What you will do
Return all of the data exactly, with nothing left out but the pictures.
--- Extracted entries Enclosed Below ---
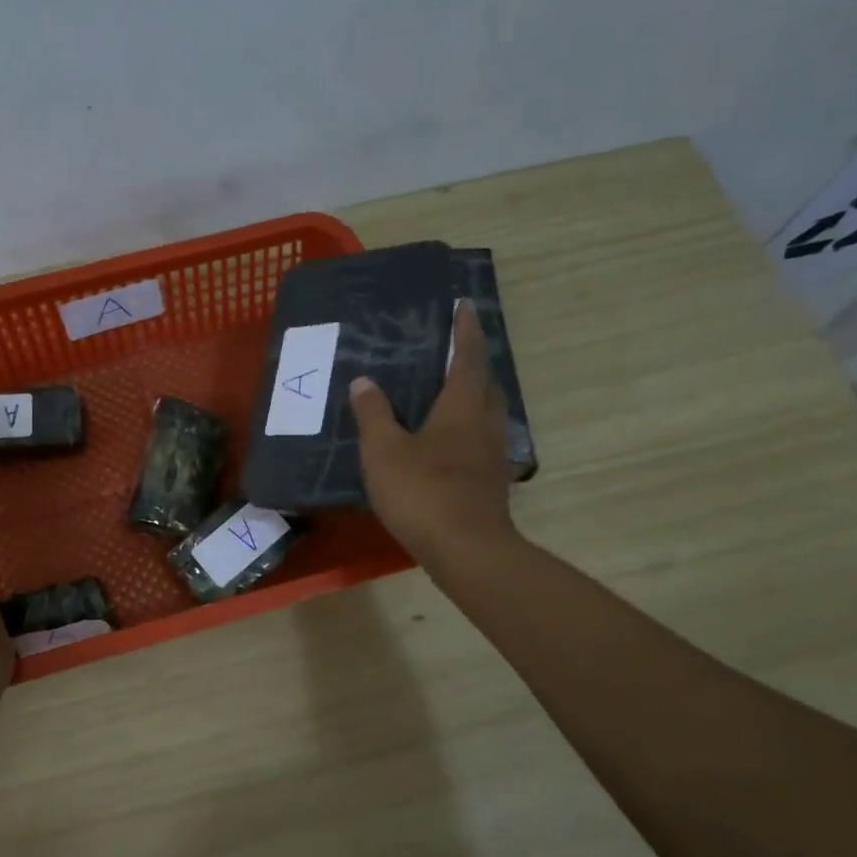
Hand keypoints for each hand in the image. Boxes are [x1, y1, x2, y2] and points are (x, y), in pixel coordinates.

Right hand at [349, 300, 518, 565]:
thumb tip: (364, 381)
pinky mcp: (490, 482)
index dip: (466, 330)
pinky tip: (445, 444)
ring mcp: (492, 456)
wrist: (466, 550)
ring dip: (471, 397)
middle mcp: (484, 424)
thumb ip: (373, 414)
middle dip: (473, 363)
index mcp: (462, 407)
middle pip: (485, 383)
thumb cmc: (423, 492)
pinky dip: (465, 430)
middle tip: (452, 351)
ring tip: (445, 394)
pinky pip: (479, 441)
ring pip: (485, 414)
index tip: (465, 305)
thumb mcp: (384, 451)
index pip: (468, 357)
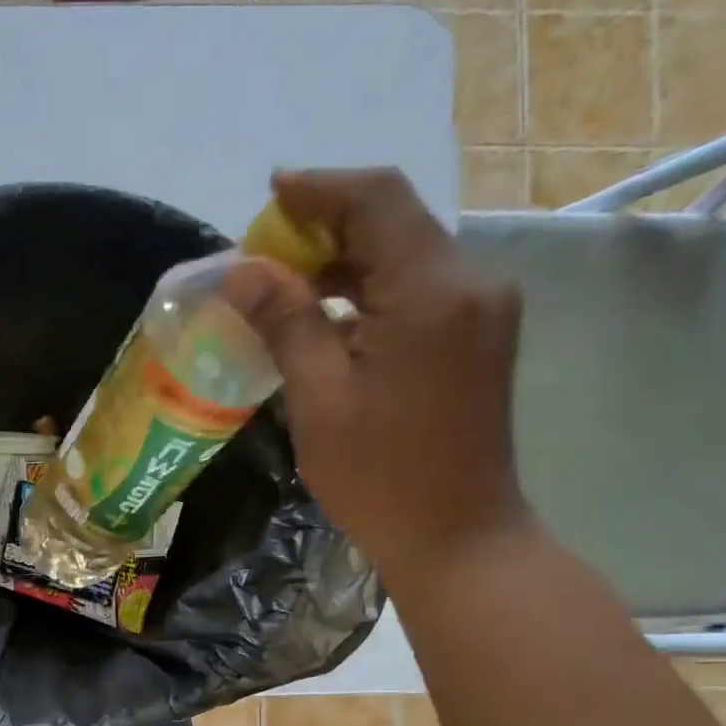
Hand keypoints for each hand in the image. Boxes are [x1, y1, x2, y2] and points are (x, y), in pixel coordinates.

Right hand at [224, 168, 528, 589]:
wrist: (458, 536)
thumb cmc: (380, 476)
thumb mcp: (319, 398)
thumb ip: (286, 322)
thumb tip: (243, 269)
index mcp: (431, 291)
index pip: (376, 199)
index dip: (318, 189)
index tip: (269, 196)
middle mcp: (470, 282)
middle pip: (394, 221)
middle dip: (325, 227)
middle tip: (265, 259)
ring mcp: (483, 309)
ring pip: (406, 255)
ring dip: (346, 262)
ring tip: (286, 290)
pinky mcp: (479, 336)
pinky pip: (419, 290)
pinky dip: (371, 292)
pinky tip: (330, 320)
--- End of Enclosed Extracted entries ---
Response to the task
Hand keypoints for each hand in the image. Boxes are [x1, y1, x2, y2] and points are (x, y), in pixel coordinates.

Right hand at [349, 300, 518, 565]:
thumb tip: (364, 381)
pinky mcp: (490, 482)
index dip: (466, 330)
pinky tip: (445, 444)
ring mcp: (492, 456)
wrist: (466, 550)
ring dip: (471, 397)
middle mcp: (484, 424)
thumb ip: (373, 414)
middle dip: (473, 363)
index mcp: (462, 407)
middle pip: (485, 383)
thumb cmc: (423, 492)
pinky dip: (465, 430)
middle tip: (452, 351)
ring tip: (445, 394)
pinky pip: (479, 441)
ring pip: (485, 414)
index tip: (465, 305)
thumb mcp: (384, 451)
index pip: (468, 357)
Hand keypoints for each hand in the image. Boxes are [x1, y1, x2, y2] and points are (x, y), in pixel coordinates.

Right hand at [224, 168, 528, 589]:
wrist: (458, 536)
thumb cmc: (380, 476)
thumb mcp: (319, 398)
thumb ip: (286, 322)
thumb tip: (243, 269)
index mcp: (431, 291)
index pip: (376, 199)
index dip: (318, 189)
index tip: (269, 196)
middle mcp: (470, 282)
middle pip: (394, 221)
middle dip: (325, 227)
middle tip: (265, 259)
ring mcp: (483, 309)
ring pip: (406, 255)
ring dip: (346, 262)
ring tip: (286, 290)
pinky mcp: (479, 336)
pinky pip: (419, 290)
pinky dip: (371, 292)
pinky tip: (330, 320)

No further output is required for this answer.